The following is a letter from Mr. He Rulong, Spokesman of the Chinese Embassy in London to Financial Times ' Letters' Editor, which was carried in the print and online editions of Financial Times on 12 June under the title "Bilateral talks are way forward for South China Sea".
Your newspaper carried on 30 May an article by David Pilling The Philippines is right to challenge China. I find this article unacceptable.
The essence of the South China Sea issue is the disputes over territorial sovereignty caused by the illegal occupation of China’s Nansha Islands by some littoral countries and overlapping claims to some waters in the South China Sea.
A close study of the issue will clearly show that China is a victim of this issue, rather than a trouble maker. China has long maintained that the related countries should bear in mind the overall interests of regional peace and stability and find ways to properly manage and resolve the disputes through bilateral negotiation and dialogue while fully respecting historical facts and international law. China also believes that pending a final solution all related parties should refrain from taking any actions to expand and further complicated the disputes.
The China-Philippines dispute over South China Sea is no exception. China is always committed to resolving the dispute through bilateral negotiation and consultation with the Philippines. In fact through bilateral negotiation and consultation, China and Philippines for a long time effectively kept the dispute under control and managed to concentrate on bilateral practical cooperation to the benefit of the people in both countries.
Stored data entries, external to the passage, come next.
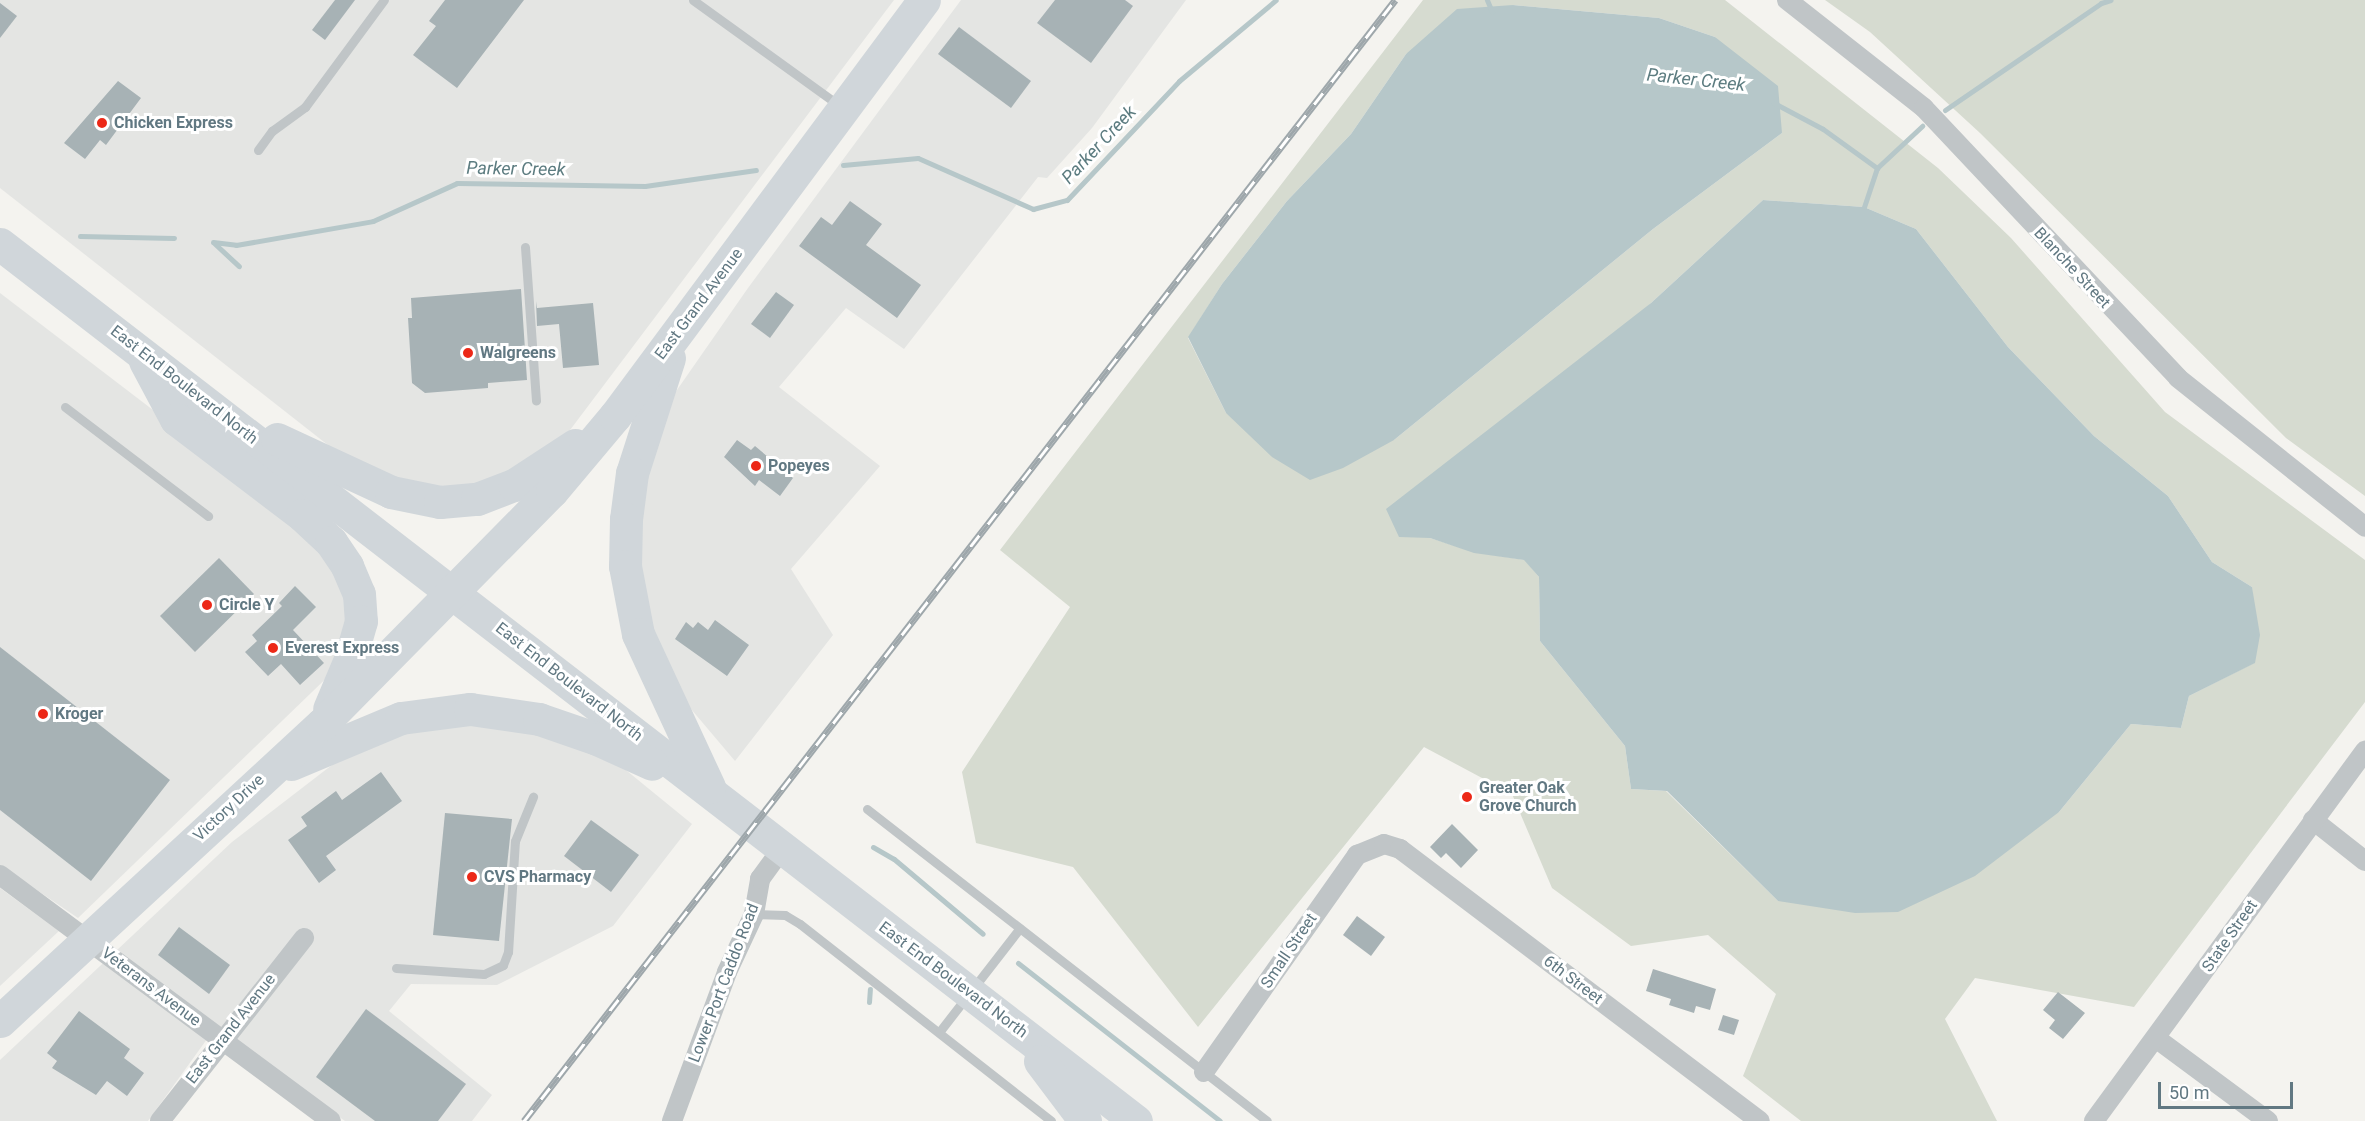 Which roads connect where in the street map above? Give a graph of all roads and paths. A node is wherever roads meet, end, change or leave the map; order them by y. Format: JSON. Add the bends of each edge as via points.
{"nodes":[{"id":1,"x":384,"y":0,"type":"edge"},
{"id":2,"x":693,"y":0,"type":"edge"},
{"id":3,"x":924,"y":0,"type":"edge"},
{"id":4,"x":1787,"y":0,"type":"edge"},
{"id":5,"x":844,"y":109,"type":"junction"},
{"id":6,"x":258,"y":150,"type":"dead end"},
{"id":7,"x":0,"y":244,"type":"edge"},
{"id":8,"x":525,"y":247,"type":"dead end"},
{"id":9,"x":676,"y":334,"type":"junction"},
{"id":10,"x":138,"y":349,"type":"junction"},
{"id":11,"x":536,"y":401,"type":"dead end"},
{"id":12,"x":65,"y":407,"type":"dead end"},
{"id":13,"x":222,"y":414,"type":"junction"},
{"id":14,"x":615,"y":416,"type":"junction"},
{"id":15,"x":208,"y":516,"type":"dead end"},
{"id":16,"x":2365,"y":527,"type":"edge"},
{"id":17,"x":454,"y":593,"type":"junction"},
{"id":18,"x":322,"y":724,"type":"junction"},
{"id":19,"x":2365,"y":751,"type":"edge"},
{"id":20,"x":264,"y":776,"type":"junction"},
{"id":21,"x":712,"y":794,"type":"junction"},
{"id":22,"x":533,"y":797,"type":"dead end"},
{"id":23,"x":867,"y":809,"type":"dead end"},
{"id":24,"x":2313,"y":820,"type":"junction"},
{"id":25,"x":1384,"y":844,"type":"joint"},
{"id":26,"x":782,"y":849,"type":"junction"},
{"id":27,"x":2365,"y":861,"type":"edge"},
{"id":28,"x":0,"y":875,"type":"edge"},
{"id":29,"x":754,"y":914,"type":"junction"},
{"id":30,"x":1020,"y":928,"type":"junction"},
{"id":31,"x":304,"y":938,"type":"dead end"},
{"id":32,"x":86,"y":939,"type":"junction"},
{"id":33,"x":396,"y":968,"type":"dead end"},
{"id":34,"x":969,"y":993,"type":"junction"},
{"id":35,"x":0,"y":1021,"type":"edge"},
{"id":36,"x":1013,"y":1026,"type":"junction"},
{"id":37,"x":940,"y":1031,"type":"junction"},
{"id":38,"x":222,"y":1040,"type":"junction"},
{"id":39,"x":2157,"y":1040,"type":"junction"},
{"id":40,"x":1204,"y":1072,"type":"junction"},
{"id":41,"x":160,"y":1121,"type":"edge"},
{"id":42,"x":331,"y":1121,"type":"edge"},
{"id":43,"x":672,"y":1121,"type":"edge"},
{"id":44,"x":1051,"y":1121,"type":"edge"},
{"id":45,"x":1085,"y":1121,"type":"edge"},
{"id":46,"x":1137,"y":1121,"type":"edge"},
{"id":47,"x":1267,"y":1121,"type":"edge"},
{"id":48,"x":1760,"y":1121,"type":"edge"},
{"id":49,"x":2094,"y":1121,"type":"edge"},
{"id":50,"x":2268,"y":1121,"type":"edge"}],
"edges":[{"from":1,"to":6,"type":"lane","via":[[305,107],[272,131]]},
{"from":2,"to":5,"type":"lane"},
{"from":3,"to":5,"type":"highway","name":"East Grand Avenue"},
{"from":4,"to":16,"type":"street","name":"Blanche Street","via":[[1924,108],[2186,386]]},
{"from":5,"to":9,"type":"highway","name":"East Grand Avenue"},
{"from":7,"to":10,"type":"highway","name":"East End Boulevard North"},
{"from":8,"to":11,"type":"lane"},
{"from":9,"to":14,"type":"highway","name":"East Grand Avenue"},
{"from":9,"to":21,"type":"highway","via":[[632,473],[625,566],[638,634]]},
{"from":10,"to":13,"type":"highway","name":"East End Boulevard North"},
{"from":10,"to":18,"type":"highway","via":[[176,419],[302,515],[331,542],[348,566],[359,594],[361,621],[351,657]]},
{"from":12,"to":15,"type":"lane"},
{"from":13,"to":14,"type":"highway","via":[[391,492],[440,502],[477,499],[514,485]]},
{"from":13,"to":17,"type":"highway","name":"East End Boulevard North"},
{"from":14,"to":17,"type":"highway","name":"East Grand Avenue","via":[[552,492]]},
{"from":17,"to":18,"type":"highway","name":"Victory Drive"},
{"from":17,"to":21,"type":"highway","name":"East End Boulevard North"},
{"from":18,"to":20,"type":"highway","name":"Victory Drive"},
{"from":19,"to":24,"type":"street","name":"State Street"},
{"from":20,"to":21,"type":"highway","via":[[401,718],[428,712],[492,709],[538,719],[597,739]]},
{"from":20,"to":32,"type":"highway","name":"Victory Drive"},
{"from":21,"to":26,"type":"highway","name":"East End Boulevard North"},
{"from":22,"to":33,"type":"lane","via":[[515,841],[508,952],[503,965],[484,974]]},
{"from":23,"to":30,"type":"lane"},
{"from":24,"to":27,"type":"street"},
{"from":24,"to":39,"type":"street","name":"State Street"},
{"from":25,"to":40,"type":"street","name":"Small Street","via":[[1357,855]]},
{"from":25,"to":48,"type":"street","name":"6th Street","via":[[1400,849]]},
{"from":26,"to":29,"type":"street","name":"Lower Port Caddo Road","via":[[760,879]]},
{"from":26,"to":34,"type":"highway","name":"East End Boulevard North"},
{"from":28,"to":32,"type":"street","name":"Veterans Avenue"},
{"from":29,"to":37,"type":"lane","via":[[785,915],[800,924]]},
{"from":29,"to":43,"type":"street","name":"Lower Port Caddo Road"},
{"from":30,"to":34,"type":"lane"},
{"from":30,"to":40,"type":"lane"},
{"from":31,"to":38,"type":"street","name":"East Grand Avenue"},
{"from":32,"to":35,"type":"highway","name":"Victory Drive"},
{"from":32,"to":38,"type":"street","name":"Veterans Avenue"},
{"from":34,"to":36,"type":"highway","name":"East End Boulevard North"},
{"from":34,"to":37,"type":"lane"},
{"from":36,"to":45,"type":"highway"},
{"from":36,"to":46,"type":"highway","name":"East End Boulevard North"},
{"from":37,"to":44,"type":"lane"},
{"from":38,"to":41,"type":"street","name":"East Grand Avenue"},
{"from":38,"to":42,"type":"street","name":"Veterans Avenue"},
{"from":39,"to":49,"type":"street","name":"State Street"},
{"from":39,"to":50,"type":"street"},
{"from":40,"to":47,"type":"lane"}]}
All signatories to the Declaration on the Conduct of the Parties in the South China Sea (DOC) have agreed to resolve disputes over territory and maritime rights and interests through negotiations between directly related sovereign states. This is also the commitment made by the Philippines as one of the signatories. The DOC should be implemented in full and in good faith.
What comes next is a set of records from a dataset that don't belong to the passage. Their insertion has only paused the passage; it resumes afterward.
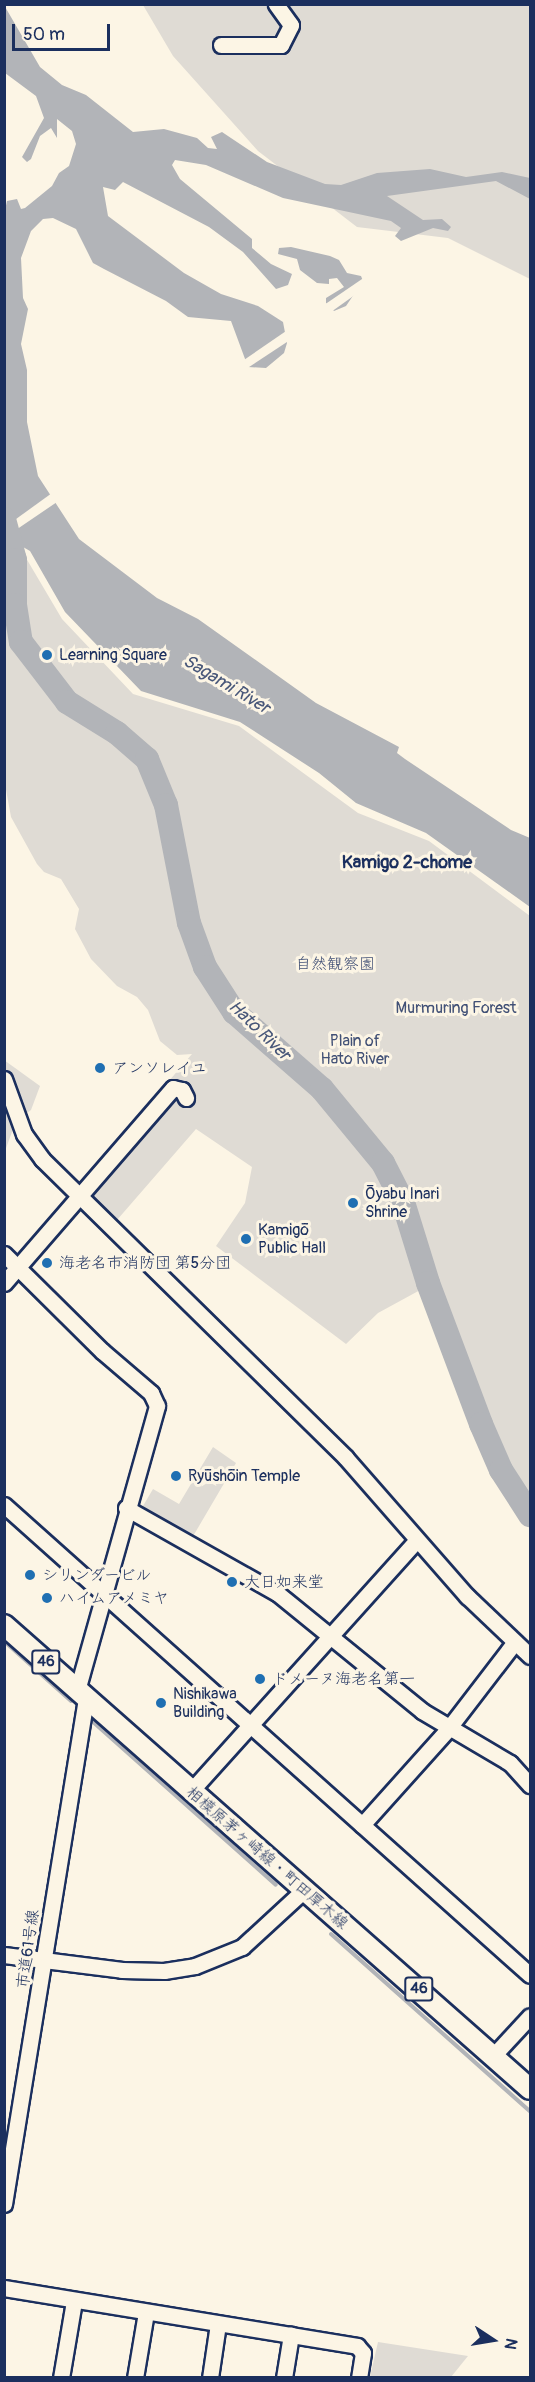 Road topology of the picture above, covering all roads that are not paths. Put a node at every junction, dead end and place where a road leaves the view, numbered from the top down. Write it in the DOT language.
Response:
graph roads {
  1 [pos="276,4"];
  2 [pos="222,45"];
  3 [pos="4,1079"];
  4 [pos="186,1098"];
  5 [pos="80,1197"];
  6 [pos="4,1254"];
  7 [pos="18,1268"];
  8 [pos="4,1282"];
  9 [pos="4,1504"];
  10 [pos="126,1508"];
  11 [pos="417,1540"];
  12 [pos="104,1594"];
  13 [pos="4,1625"];
  14 [pos="329,1634"];
  15 [pos="514,1643"];
  16 [pos="531,1656"];
  17 [pos="82,1694"];
  18 [pos="250,1725"];
  19 [pos="448,1729"];
  20 [pos="531,1785"];
  21 [pos="190,1791"];
  22 [pos="362,1825"];
  23 [pos="304,1890"];
  24 [pos="4,1955"];
  25 [pos="45,1961"];
  26 [pos="531,1975"];
  27 [pos="531,2016"];
  28 [pos="494,2056"];
  29 [pos="531,2090"];
  30 [pos="4,2204"];
  31 [pos="4,2288"];
  32 [pos="74,2301"];
  33 [pos="146,2312"];
  34 [pos="218,2324"];
  35 [pos="291,2335"];
  36 [pos="61,2378"];
  37 [pos="135,2378"];
  38 [pos="210,2378"];
  39 [pos="284,2378"];
  40 [pos="359,2378"];
  1 -- 2 [label="street"];
  3 -- 5 [label="street"];
  4 -- 5 [label="street"];
  5 -- 7 [label="street"];
  5 -- 11 [label="street"];
  6 -- 7 [label="street"];
  7 -- 8 [label="street"];
  7 -- 10 [label="street, 市道61号線"];
  9 -- 12 [label="street"];
  10 -- 12 [label="street, 市道61号線"];
  10 -- 14 [label="street"];
  11 -- 14 [label="street"];
  11 -- 15 [label="street"];
  12 -- 17 [label="street, 市道61号線"];
  12 -- 18 [label="street"];
  13 -- 17 [label="main road, 相模原茅ヶ崎線・町田厚木線 / 46"];
  14 -- 18 [label="street"];
  14 -- 19 [label="street"];
  15 -- 16 [label="street"];
  15 -- 19 [label="street"];
  17 -- 21 [label="main road, 相模原茅ヶ崎線・町田厚木線 / 46"];
  17 -- 25 [label="street, 市道61号線"];
  18 -- 21 [label="street"];
  18 -- 22 [label="street"];
  19 -- 20 [label="street"];
  19 -- 22 [label="street"];
  21 -- 23 [label="main road, 相模原茅ヶ崎線・町田厚木線 / 46"];
  22 -- 26 [label="street"];
  23 -- 25 [label="street"];
  23 -- 28 [label="main road, 相模原茅ヶ崎線・町田厚木線 / 46"];
  24 -- 25 [label="street"];
  25 -- 30 [label="street, 市道61号線"];
  27 -- 28 [label="street"];
  28 -- 29 [label="main road, 相模原茅ヶ崎線・町田厚木線 / 46"];
  31 -- 32 [label="street"];
  32 -- 33 [label="street"];
  32 -- 36 [label="street"];
  33 -- 34 [label="street"];
  33 -- 37 [label="street"];
  34 -- 35 [label="street"];
  34 -- 38 [label="street"];
  35 -- 39 [label="street"];
  35 -- 40 [label="street"];
}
However, in disregard of China’s position and its own commitment, the Philippines has put the dispute to international arbitration. This move has breached the consensus established in the DOC by the countries in the region. It also runs counter to the overriding trend of regional peace, development and cooperation. It is neither popular nor valid.
It is the shared aspiration of majority countries in the region to achieve lasting stability and common prosperity. Common security and common development through dialogue and cooperation is the only workable way to achieve lasting peace and stability in South China Sea.
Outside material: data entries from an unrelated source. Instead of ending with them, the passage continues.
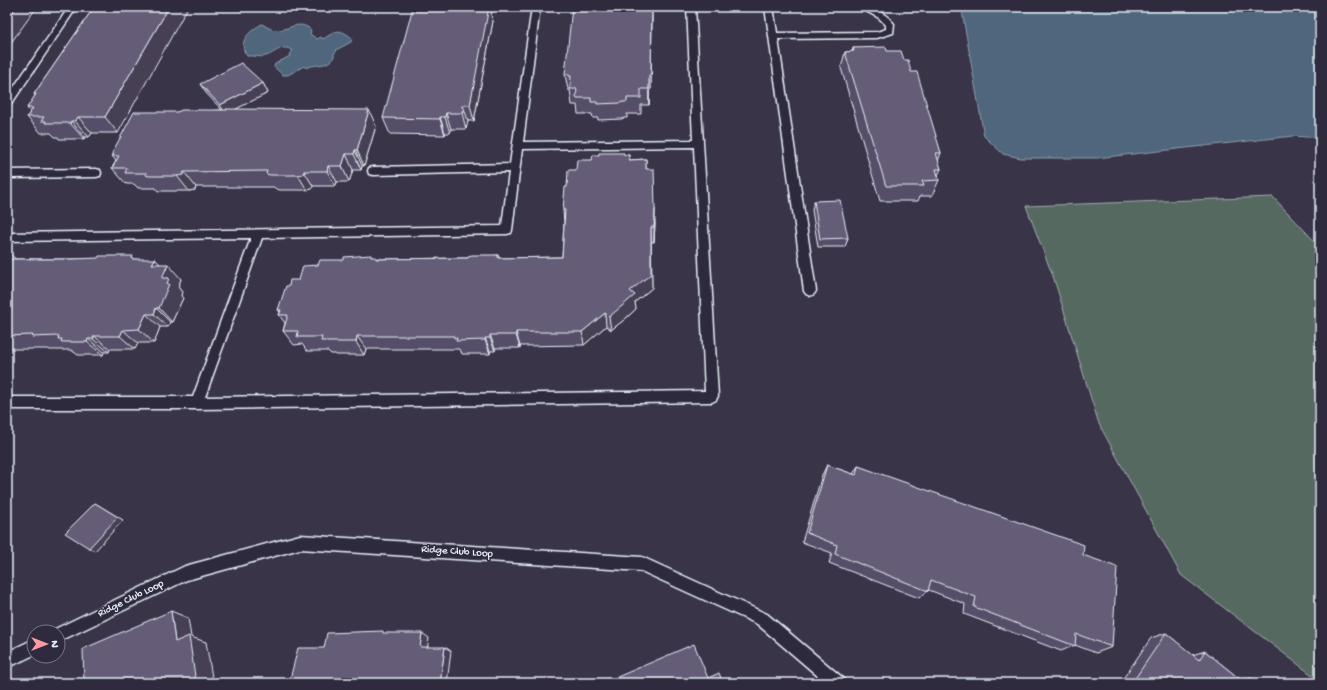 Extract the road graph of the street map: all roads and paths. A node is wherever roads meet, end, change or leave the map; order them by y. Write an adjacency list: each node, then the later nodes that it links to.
1 (73, 7): 7 (lane)
2 (536, 7): 9 (lane)
3 (691, 7): 8 (lane)
4 (769, 7): 6 (lane)
5 (862, 7): 6 (lane)
6 (773, 36): 16 (lane)
7 (7, 104)
8 (698, 143): 9 (lane); 18 (lane)
9 (518, 146): 10 (lane)
10 (515, 168): 11 (lane); 14 (lane)
11 (373, 171)
12 (96, 172): 13 (lane)
13 (7, 174)
14 (258, 233): 15 (lane); 18 (lane)
15 (7, 237)
16 (810, 291)
17 (7, 403): 18 (lane)
18 (197, 403)
19 (66, 631): 22 (lane, Ridge Club Loop)
20 (26, 650): 21 (lane)
21 (7, 660)
22 (838, 683)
Recently China and ASEAN countries held a joint working group meeting in Bangkok on implementing the DOC. Good progress was made at the meeting on strengthening cooperation in the framework of the DOC. It is counterproductive that while countries in the region work together to maintain stability in the South China Sea through closer exchanges and cooperation, someone is writing to openly claim that ‘The Philippines is right to challenge China’. We can not but wonder about the purpose of these people. Do they really want safe and secure shipping lanes in the South China Sea? Do they genuinely hope for peace and development in Asia? The instigations in the article will only make the situation more complicated, therefore undesirable.
China is firm in its pursuit of peaceful development. We are also determined to safeguard territorial sovereignty and lawful rights and interests, while maintaining an amicable and stable neighborhood. We hope all related parties will work with us toward the same goal.